| Exercise instructions |
Without the pictures, repeat all of the data exactly as it appears below.

Dataset entries
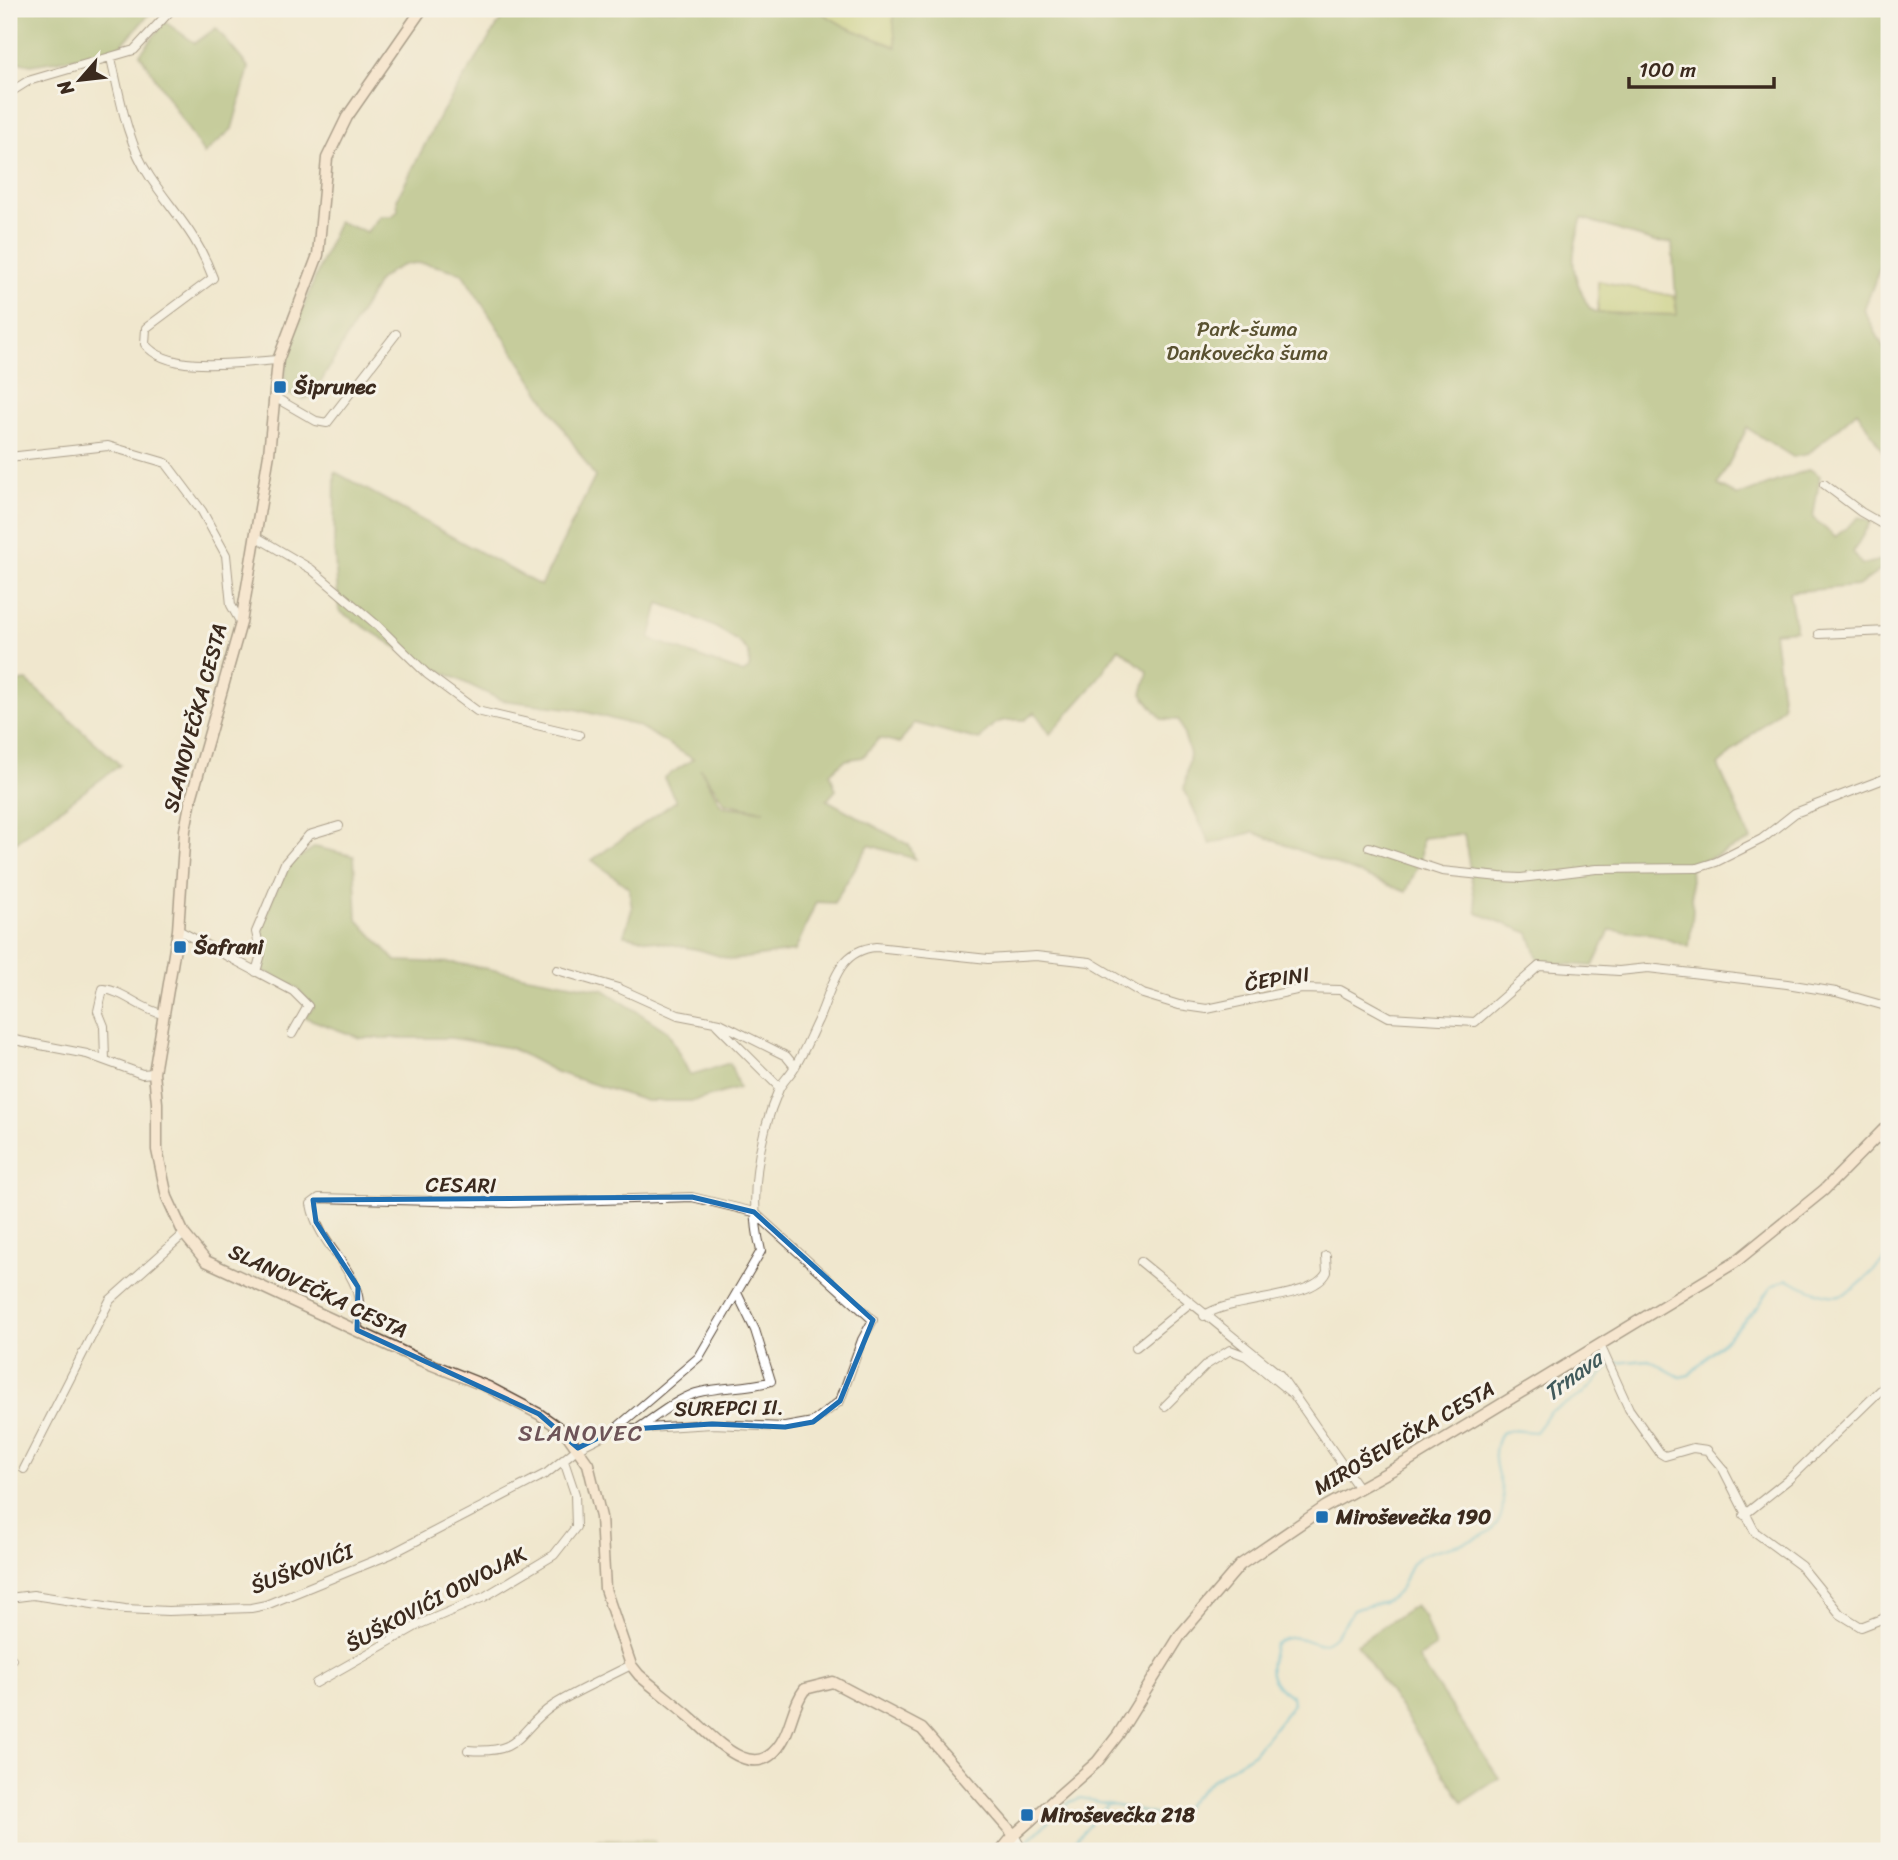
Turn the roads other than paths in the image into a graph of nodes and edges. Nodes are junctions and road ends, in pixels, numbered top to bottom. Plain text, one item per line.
1 (172, 9) edge
2 (422, 9) edge
3 (111, 58) junction
4 (9, 93) edge
5 (396, 334) dead end
6 (278, 360) junction
7 (276, 398) junction
8 (9, 457) edge
9 (1824, 484) dead end
10 (1889, 528) edge
11 (255, 536) junction
12 (242, 623) junction
13 (1889, 631) edge
14 (1819, 634) dead end
15 (579, 735) dead end
16 (1889, 777) edge
17 (339, 826) dead end
18 (1369, 847) dead end
19 (178, 930) junction
20 (9, 956) edge
21 (557, 970) dead end
22 (9, 972) edge
23 (256, 972) junction
24 (1889, 1007) edge
25 (162, 1014) junction
26 (715, 1023) junction
27 (292, 1034) dead end
28 (9, 1039) edge
29 (105, 1060) junction
30 (795, 1067) junction
31 (154, 1073) junction
32 (779, 1087) junction
33 (1889, 1124) edge
34 (1880, 1134) junction
35 (1889, 1156) edge
36 (754, 1212) junction
37 (184, 1234) junction
38 (1326, 1256) dead end
39 (1141, 1262) dead end
40 (737, 1293) junction
41 (1190, 1303) junction
42 (1204, 1316) junction
43 (357, 1331) junction
44 (1600, 1345) junction
45 (1136, 1347) dead end
46 (1889, 1382) edge
47 (1290, 1392) junction
48 (1165, 1406) dead end
49 (638, 1429) junction
50 (614, 1430) junction
51 (578, 1448) junction
52 (564, 1461) junction
53 (24, 1469) dead end
54 (1358, 1488) junction
55 (1744, 1515) junction
56 (9, 1598) edge
57 (1889, 1616) edge
58 (631, 1665) junction
59 (316, 1683) dead end
60 (468, 1750) dead end
61 (1019, 1843) edge
62 (1001, 1851) edge

1 - 3 street
2 - 6 street, SLANOVEČKA CESTA
3 - 4 street
3 - 6 street
5 - 7 street
6 - 7 street, SLANOVEČKA CESTA
7 - 11 street, SLANOVEČKA CESTA
8 - 12 street
9 - 10 street
11 - 12 street, SLANOVEČKA CESTA
11 - 15 street
12 - 19 street, SLANOVEČKA CESTA
13 - 14 street
16 - 18 street
17 - 23 street
19 - 23 street
19 - 25 street, SLANOVEČKA CESTA
20 - 22 street
21 - 26 street
23 - 27 street
24 - 30 street, ČEPINI
25 - 29 street
25 - 31 street, SLANOVEČKA CESTA
26 - 30 street
26 - 32 street
28 - 29 street
29 - 31 street
30 - 32 street
31 - 37 street, SLANOVEČKA CESTA
32 - 36 street
33 - 34 street, MIROŠEVEČKA CESTA
34 - 35 street
34 - 44 street, MIROŠEVEČKA CESTA
36 - 40 street
36 - 43 street, CESARI
36 - 49 street, SUREPCI II.
37 - 43 street, SLANOVEČKA CESTA
37 - 53 street
38 - 42 street
39 - 41 street
40 - 49 street
40 - 50 street
41 - 42 street
41 - 45 street
42 - 47 street
43 - 51 street, SLANOVEČKA CESTA
44 - 54 street, MIROŠEVEČKA CESTA
44 - 55 street
46 - 55 street
47 - 48 street
47 - 54 street
49 - 50 street, SUREPCI II.
50 - 51 street
51 - 52 street, ŠUŠKOVIĆI
51 - 58 street, SLANOVEČKA CESTA
52 - 56 street, ŠUŠKOVIĆI
52 - 59 street, ŠUŠKOVIĆI ODVOJAK
54 - 61 street, MIROŠEVEČKA CESTA
55 - 57 street
58 - 60 street
58 - 61 street, SLANOVEČKA CESTA
61 - 62 street, MIROŠEVEČKA CESTA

| Task answer |
Turn the roads other than paths in the image into a graph of nodes and edges. Nodes are junctions and road ends, in pixels, numbered top to bottom. Plain text, one item per line.
1 (172, 9) edge
2 (422, 9) edge
3 (111, 58) junction
4 (9, 93) edge
5 (396, 334) dead end
6 (278, 360) junction
7 (276, 398) junction
8 (9, 457) edge
9 (1824, 484) dead end
10 (1889, 528) edge
11 (255, 536) junction
12 (242, 623) junction
13 (1889, 631) edge
14 (1819, 634) dead end
15 (579, 735) dead end
16 (1889, 777) edge
17 (339, 826) dead end
18 (1369, 847) dead end
19 (178, 930) junction
20 (9, 956) edge
21 (557, 970) dead end
22 (9, 972) edge
23 (256, 972) junction
24 (1889, 1007) edge
25 (162, 1014) junction
26 (715, 1023) junction
27 (292, 1034) dead end
28 (9, 1039) edge
29 (105, 1060) junction
30 (795, 1067) junction
31 (154, 1073) junction
32 (779, 1087) junction
33 (1889, 1124) edge
34 (1880, 1134) junction
35 (1889, 1156) edge
36 (754, 1212) junction
37 (184, 1234) junction
38 (1326, 1256) dead end
39 (1141, 1262) dead end
40 (737, 1293) junction
41 (1190, 1303) junction
42 (1204, 1316) junction
43 (357, 1331) junction
44 (1600, 1345) junction
45 (1136, 1347) dead end
46 (1889, 1382) edge
47 (1290, 1392) junction
48 (1165, 1406) dead end
49 (638, 1429) junction
50 (614, 1430) junction
51 (578, 1448) junction
52 (564, 1461) junction
53 (24, 1469) dead end
54 (1358, 1488) junction
55 (1744, 1515) junction
56 (9, 1598) edge
57 (1889, 1616) edge
58 (631, 1665) junction
59 (316, 1683) dead end
60 (468, 1750) dead end
61 (1019, 1843) edge
62 (1001, 1851) edge

1 - 3 street
2 - 6 street, SLANOVEČKA CESTA
3 - 4 street
3 - 6 street
5 - 7 street
6 - 7 street, SLANOVEČKA CESTA
7 - 11 street, SLANOVEČKA CESTA
8 - 12 street
9 - 10 street
11 - 12 street, SLANOVEČKA CESTA
11 - 15 street
12 - 19 street, SLANOVEČKA CESTA
13 - 14 street
16 - 18 street
17 - 23 street
19 - 23 street
19 - 25 street, SLANOVEČKA CESTA
20 - 22 street
21 - 26 street
23 - 27 street
24 - 30 street, ČEPINI
25 - 29 street
25 - 31 street, SLANOVEČKA CESTA
26 - 30 street
26 - 32 street
28 - 29 street
29 - 31 street
30 - 32 street
31 - 37 street, SLANOVEČKA CESTA
32 - 36 street
33 - 34 street, MIROŠEVEČKA CESTA
34 - 35 street
34 - 44 street, MIROŠEVEČKA CESTA
36 - 40 street
36 - 43 street, CESARI
36 - 49 street, SUREPCI II.
37 - 43 street, SLANOVEČKA CESTA
37 - 53 street
38 - 42 street
39 - 41 street
40 - 49 street
40 - 50 street
41 - 42 street
41 - 45 street
42 - 47 street
43 - 51 street, SLANOVEČKA CESTA
44 - 54 street, MIROŠEVEČKA CESTA
44 - 55 street
46 - 55 street
47 - 48 street
47 - 54 street
49 - 50 street, SUREPCI II.
50 - 51 street
51 - 52 street, ŠUŠKOVIĆI
51 - 58 street, SLANOVEČKA CESTA
52 - 56 street, ŠUŠKOVIĆI
52 - 59 street, ŠUŠKOVIĆI ODVOJAK
54 - 61 street, MIROŠEVEČKA CESTA
55 - 57 street
58 - 60 street
58 - 61 street, SLANOVEČKA CESTA
61 - 62 street, MIROŠEVEČKA CESTA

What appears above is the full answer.